Python and Hive: A Tool to Simplify Curation | Work in Progress!

My first Python project involved creating a small bot that could upvote and comment on posts under which I had previously left a comment containing a certain keyword: its usefulness is to be able to use only one account to choose if and how much to upvote a post with my secondary account.

In fact, sometimes I might want to upvote only with my main account, sometimes only with my secondary account, sometimes with both but with different percentages... that's why setting up a curation trail with hive.vote in these cases might be too restrictive, while having my own custom bot that allows, each time, to choose what to do enables me to be much more flexible and avoid wasting precious upvotes.

In comparison with the code shared last time I have made some small improvements, some suggested by other users, others added to make the code more robust and less likely to crash unexpectedly.

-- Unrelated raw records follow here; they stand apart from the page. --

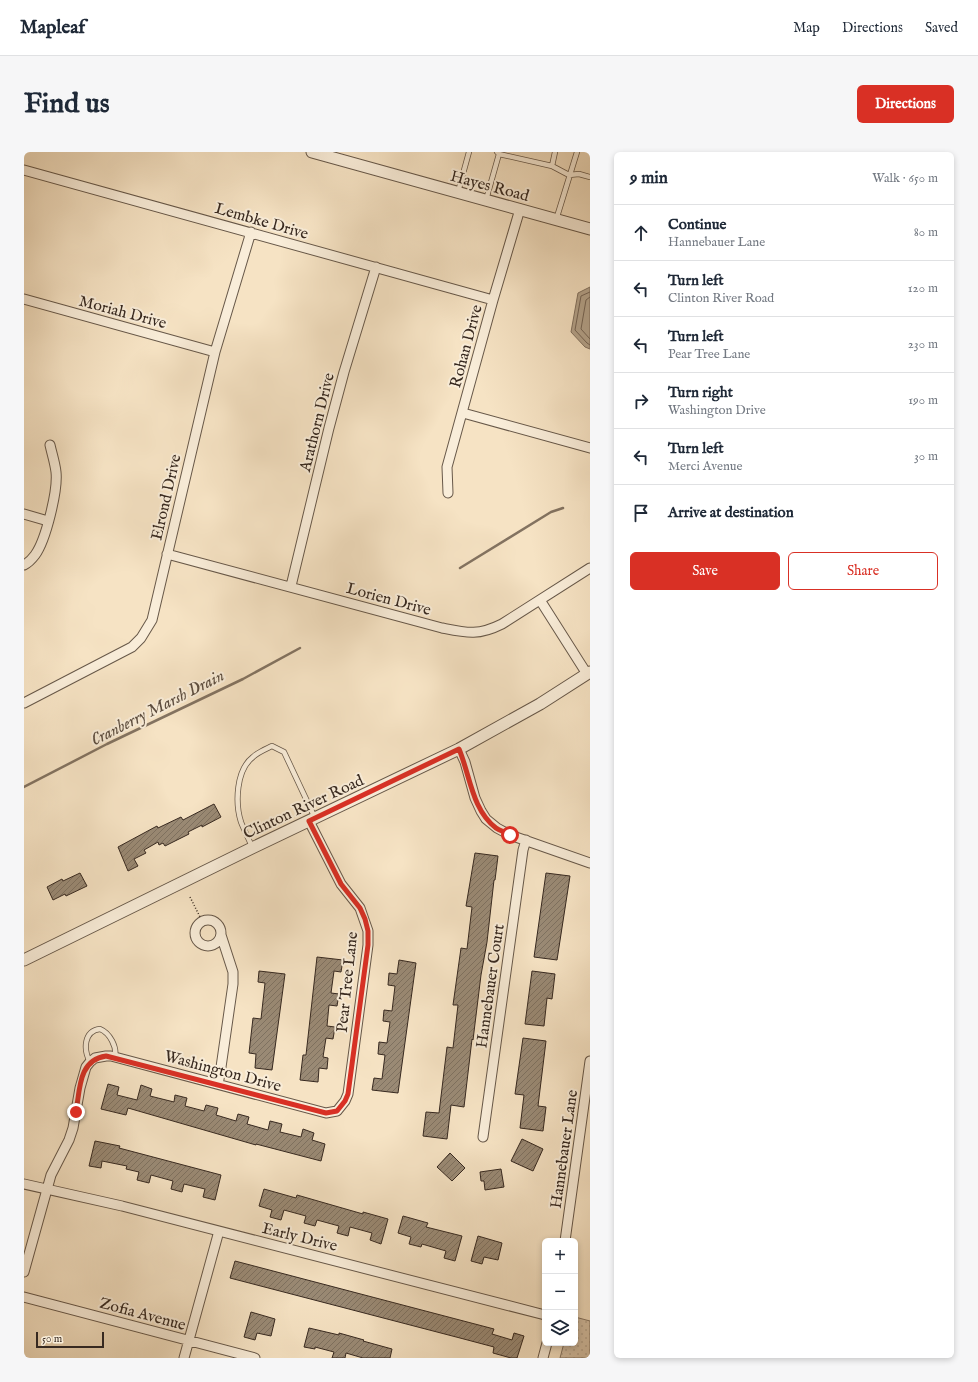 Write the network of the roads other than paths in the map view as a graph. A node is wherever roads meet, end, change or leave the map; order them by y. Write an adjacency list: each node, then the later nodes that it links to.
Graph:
1 (312, 152): 10 (street, Hayes Road)
2 (469, 152): 10 (lane)
3 (555, 152): 6 (lane)
4 (577, 152): 8 (lane)
5 (498, 153): 6 (lane); 11 (lane)
6 (552, 166): 8 (lane)
7 (24, 170): 15 (street, Lembke Drive)
8 (569, 175): 9 (lane); 13 (lane)
9 (590, 177)
10 (458, 192): 11 (street, Hayes Road)
11 (486, 200): 12 (street, Hayes Road)
12 (520, 209): 13 (street, Hayes Road); 18 (street, Rohan Drive)
13 (556, 220): 14 (street, Hayes Road)
14 (590, 229)
15 (251, 232): 16 (street, Lembke Drive); 19 (street, Elrond Drive)
16 (376, 267): 18 (street, Lembke Drive); 29 (street, Arathorn Drive)
17 (24, 299): 19 (street, Moriah Drive)
18 (493, 300): 20 (street, Rohan Drive)
19 (215, 352): 26 (street, Elrond Drive)
20 (462, 413): 22 (street); 23 (street, Rohan Drive)
21 (50, 445): 25 (street)
22 (590, 448)
23 (448, 493)
24 (24, 514): 25 (street)
25 (48, 521): 27 (street)
26 (167, 554): 29 (street, Lorien Drive); 32 (street, Elrond Drive)
27 (24, 566)
28 (590, 568): 30 (street, Lorien Drive)
29 (291, 586): 30 (street, Lorien Drive)
30 (540, 600): 31 (street)
31 (588, 673): 33 (street, Clinton River Road)
32 (24, 703)
33 (459, 749): 34 (street, Clinton River Road); 35 (street)
34 (312, 819): 36 (street, Clinton River Road); 36 (lane); 46 (street, Pear Tree Lane)
35 (526, 840): 37 (street); 47 (street, Hannebauer Court)
36 (252, 848): 41 (street, Clinton River Road)
37 (590, 863)
38 (220, 935): 39 (street); 39 (street); 40 (street)
39 (210, 946): 40 (street)
40 (228, 956): 45 (street)
41 (24, 960)
42 (115, 1057): 44 (street, Washington Drive); 44 (lane); 45 (street, Washington Drive)
43 (590, 1061): 51 (street, Hannebauer Lane)
44 (90, 1062): 49 (street)
45 (218, 1084): 46 (street, Washington Drive)
46 (337, 1111)
47 (483, 1137)
48 (24, 1184): 49 (street, Early Drive)
49 (47, 1188): 50 (street, Early Drive); 52 (street)
50 (219, 1231): 54 (street, Early Drive); 55 (street)
51 (565, 1238)
52 (24, 1272)
53 (24, 1297): 55 (street, Zofia Avenue)
54 (542, 1314)
55 (189, 1341): 57 (street); 58 (street, Zofia Avenue)
56 (545, 1346): 59 (street)
57 (184, 1358)
58 (255, 1358)
59 (542, 1358) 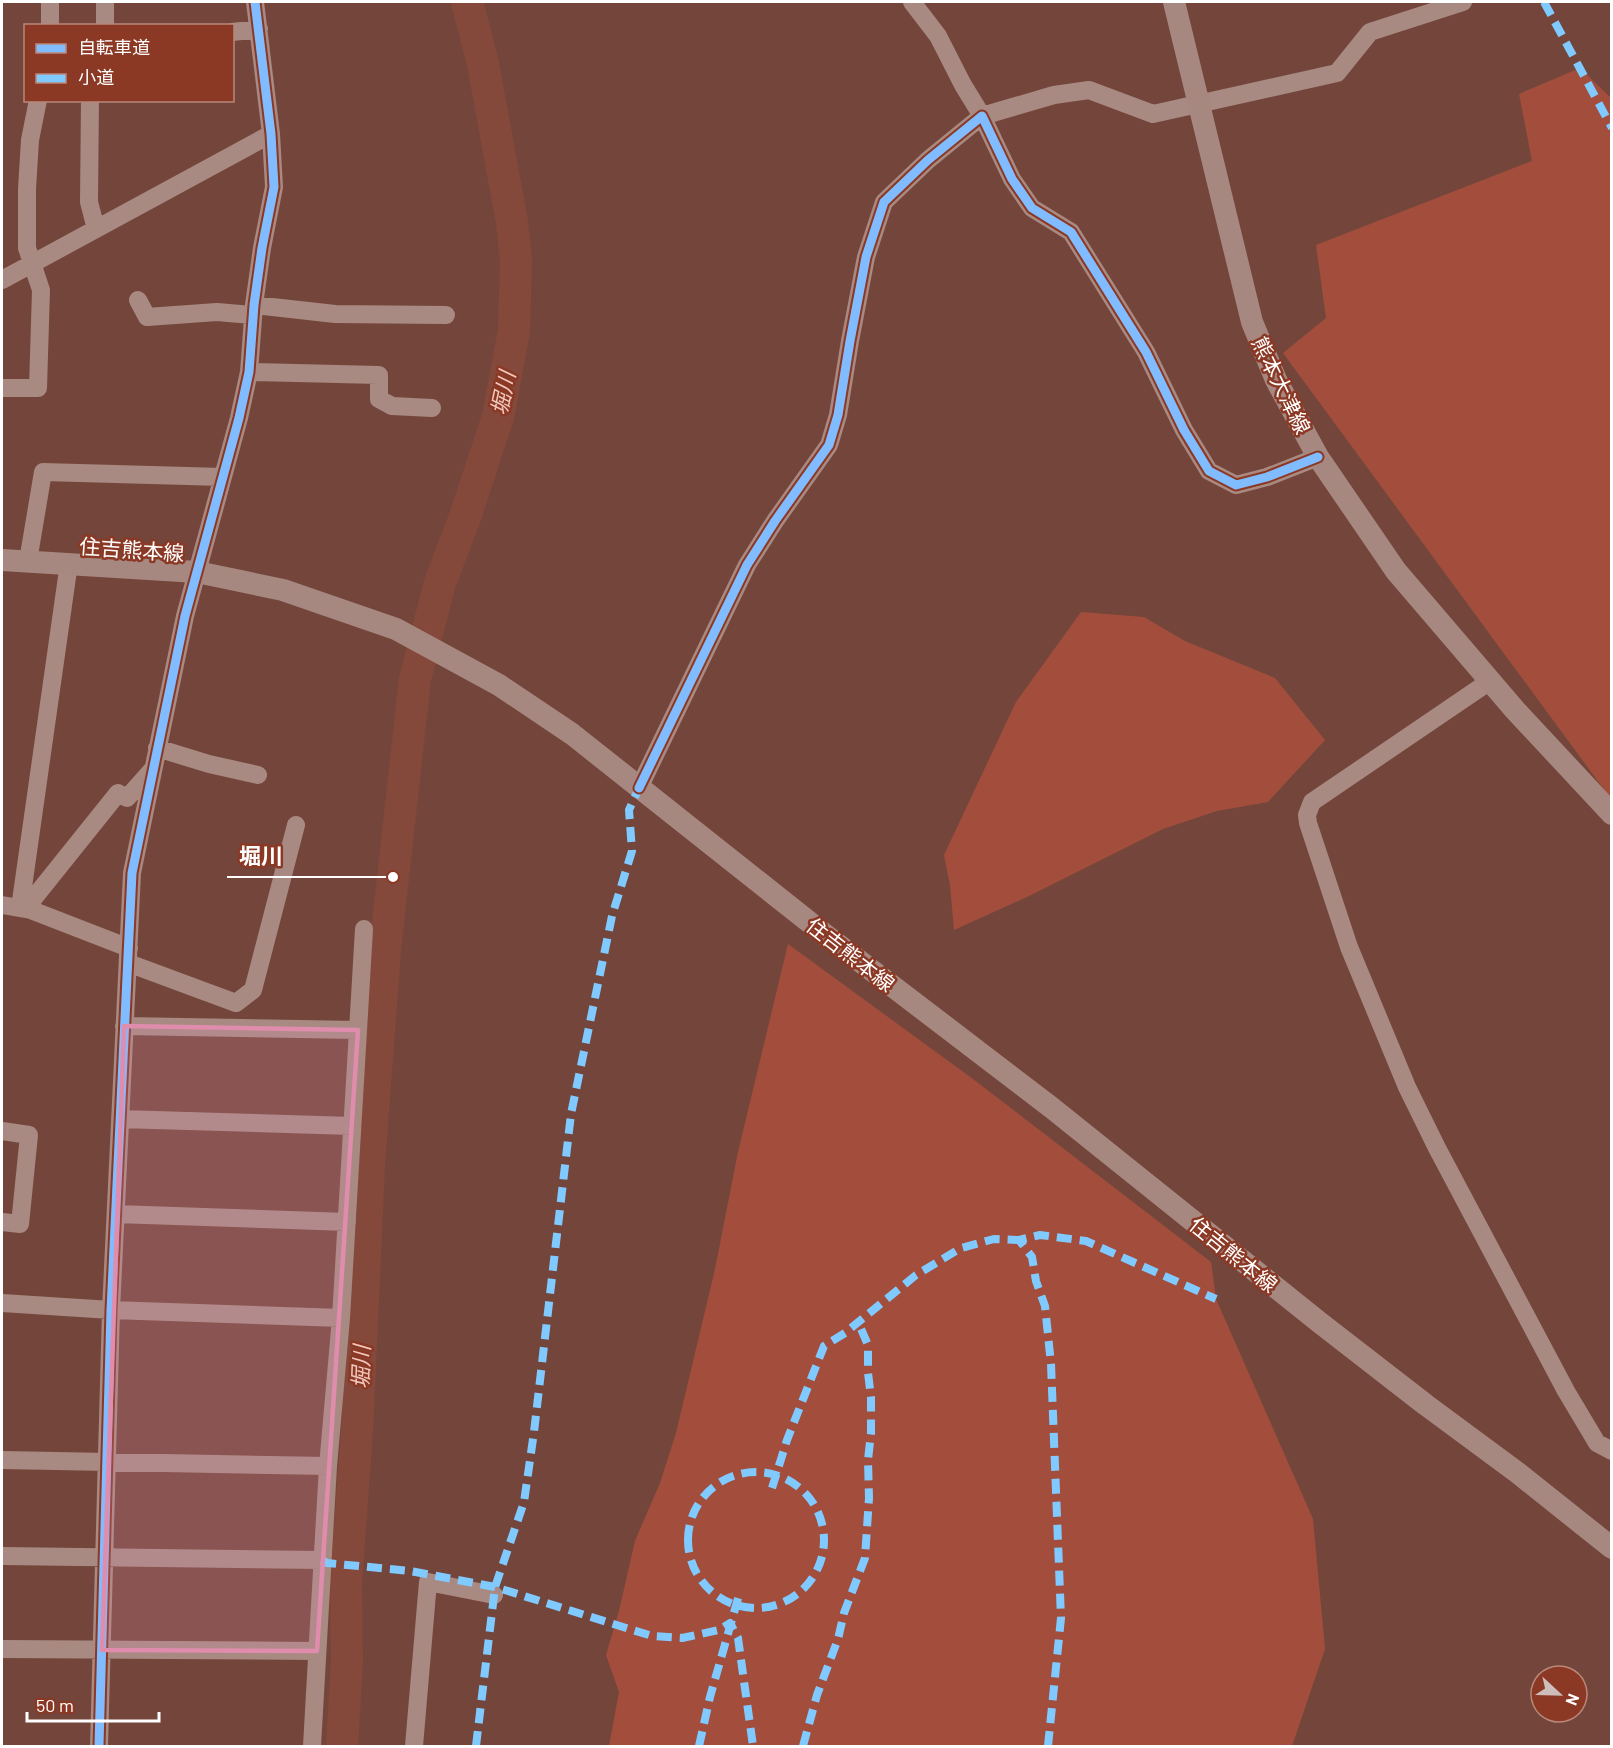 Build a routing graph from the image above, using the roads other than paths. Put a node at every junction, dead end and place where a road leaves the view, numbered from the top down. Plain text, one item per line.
1 (50, 2) edge
2 (105, 2) edge
3 (255, 2) edge
4 (912, 2) edge
5 (1174, 2) edge
6 (1463, 2) edge
7 (50, 24) edge
8 (105, 24) edge
9 (259, 29) junction
10 (234, 32) edge
11 (38, 102) edge
12 (90, 102) edge
13 (1197, 103) junction
14 (982, 116) junction
15 (272, 134) junction
16 (96, 229) junction
17 (32, 263) junction
18 (2, 280) edge
19 (138, 300) dead end
20 (253, 310) junction
21 (446, 315) dead end
22 (249, 372) junction
23 (2, 388) edge
24 (432, 408) dead end
25 (1318, 457) junction
26 (223, 477) junction
27 (2, 560) edge
28 (28, 561) junction
29 (69, 563) junction
30 (196, 572) junction
31 (1490, 681) junction
32 (157, 748) junction
33 (153, 769) junction
34 (258, 775) dead end
35 (639, 788) junction
36 (1611, 814) edge
37 (296, 825) dead end
38 (17, 908) edge
39 (364, 929) dead end
40 (128, 955) junction
41 (124, 1026) junction
42 (358, 1030) junction
43 (120, 1119) junction
44 (352, 1126) junction
45 (2, 1131) edge
46 (116, 1214) junction
47 (2, 1222) edge
48 (347, 1222) junction
49 (2, 1303) edge
50 (111, 1310) junction
51 (341, 1318) junction
52 (1611, 1451) edge
53 (2, 1460) edge
54 (107, 1461) junction
55 (328, 1466) junction
56 (1611, 1548) edge
57 (2, 1556) edge
58 (104, 1557) junction
59 (322, 1560) junction
60 (494, 1594) dead end
61 (2, 1649) edge
62 (102, 1650) junction
63 (317, 1651) junction
64 (99, 1746) edge
65 (312, 1746) edge
66 (414, 1746) edge

1 - 7 street
2 - 8 street
3 - 9 street
4 - 14 street
5 - 13 main road, 熊本大津線
6 - 13 street
9 - 10 street
9 - 15 street
11 - 17 street
12 - 16 street
13 - 14 street
13 - 25 main road, 熊本大津線
14 - 25 street
14 - 35 street
15 - 16 street
15 - 20 street
16 - 17 street
17 - 18 street
17 - 23 street
19 - 20 street
20 - 21 street
20 - 22 street
22 - 24 street
22 - 26 street
25 - 31 main road, 熊本大津線
26 - 28 street
26 - 30 street
27 - 28 main road, 住吉熊本線
28 - 29 main road, 住吉熊本線
29 - 30 main road, 住吉熊本線
29 - 38 street
30 - 32 street
30 - 35 main road, 住吉熊本線
31 - 36 main road, 熊本大津線
31 - 52 street
32 - 33 street
32 - 34 street
33 - 38 street
33 - 40 street
35 - 56 main road, 住吉熊本線
37 - 40 street
38 - 40 street
39 - 42 street
40 - 41 street
41 - 42 street
41 - 43 street
42 - 44 street
43 - 44 street
43 - 46 street
44 - 48 street
45 - 47 street
46 - 48 street
46 - 50 street
48 - 51 street
49 - 50 street
50 - 51 street
50 - 54 street
51 - 55 street
53 - 54 street
54 - 55 street
54 - 58 street
55 - 59 street
57 - 58 street
58 - 59 street
58 - 62 street
59 - 63 street
60 - 66 street
61 - 62 street
62 - 63 street
62 - 64 street
63 - 65 street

Now I am finishing some last small details, but meanwhile you can already find the script on GitHub... or at least you will be able to find it as soon as I set the privacy to “public” 😂 so if you click on the link shortly after this post is published you will sadly see nothing yet.


Now let's move onto a new project!

Having (almost) finished the first project, it's time to move on to something different, in an effort to learn new stuff!

This time the idea of what to make comes from a suggestion of @stewie.wieno, who asked me if, using Python, it would be feasible to create something that could make possible the creation of a sort of curation trail to support Italian users on Hive.

Therefore, my idea was to design a script that had the following features:

  • find posts with a particular tag (e.g., ita);
  • check if the post is written in Italian language;
  • check if the post has at least 500 words (or 1000 if the post is written in two languages).

If these requirements are met, the post is added to a special list.

Here the task of this first script ends.

The list can then be checked manually by one or more curators who make sure that the posts are of quality, are not spam and do not violate some Hive rule.

After that I would like to create a second script that would take the cleaned-up list and proceed to upvote the selected posts, leaving each one also a comment.

This would greatly simplify and speed up the curators' work, with the two scripts taking care of almost the entire process automatically.

Of course this is only the beginning, but building such a tool seemed like an interesting exercise, so I wanted to try this little experiment :)


And here's the code!

Below is the code for the first of the two scripts I am working on, already done and ready to be polished:


#!/usr/bin/env python3
"""A script to simplify curation on Hive"""
from beem import Hive
from beem.blockchain import Blockchain
import beem.instance
import os
import json
import markdown
from bs4 import BeautifulSoup
import re
from langdetect import detect_langs, LangDetectException as lang_e

# Instanciate Hive
HIVE_API_NODE = "https://api.deathwing.me"
HIVE = Hive(node=[HIVE_API_NODE])

beem.instance.set_shared_blockchain_instance(HIVE)


def get_block_number():

    if not os.path.exists("last_block.txt"):
        return None

    with open("last_block.txt", "r") as infile:
        block_num = infile.read()
        return int(block_num)


def set_block_number(block_num):

    with open("last_block.txt", "w") as outfile:
        outfile.write(f"{block_num}")


def convert_and_count_words(md_text):
    # Convert text from markdown to HTML
    html = markdown.markdown(md_text)

    # Get text
    soup = BeautifulSoup(html, "html.parser")
    text = soup.get_text()

    # Count text words
    words = re.findall(r"\b\w+\b", text)
    return len(words)


def text_language(text):
    # Detect languages
    try:
        languages = detect_langs(text)
    except lang_e:
        return False, 0

    # Count languages
    num_languages = len(languages)

    # Sort languages from more to less probable
    languages_sorted = sorted(languages, key=lambda x: x.prob, reverse=True)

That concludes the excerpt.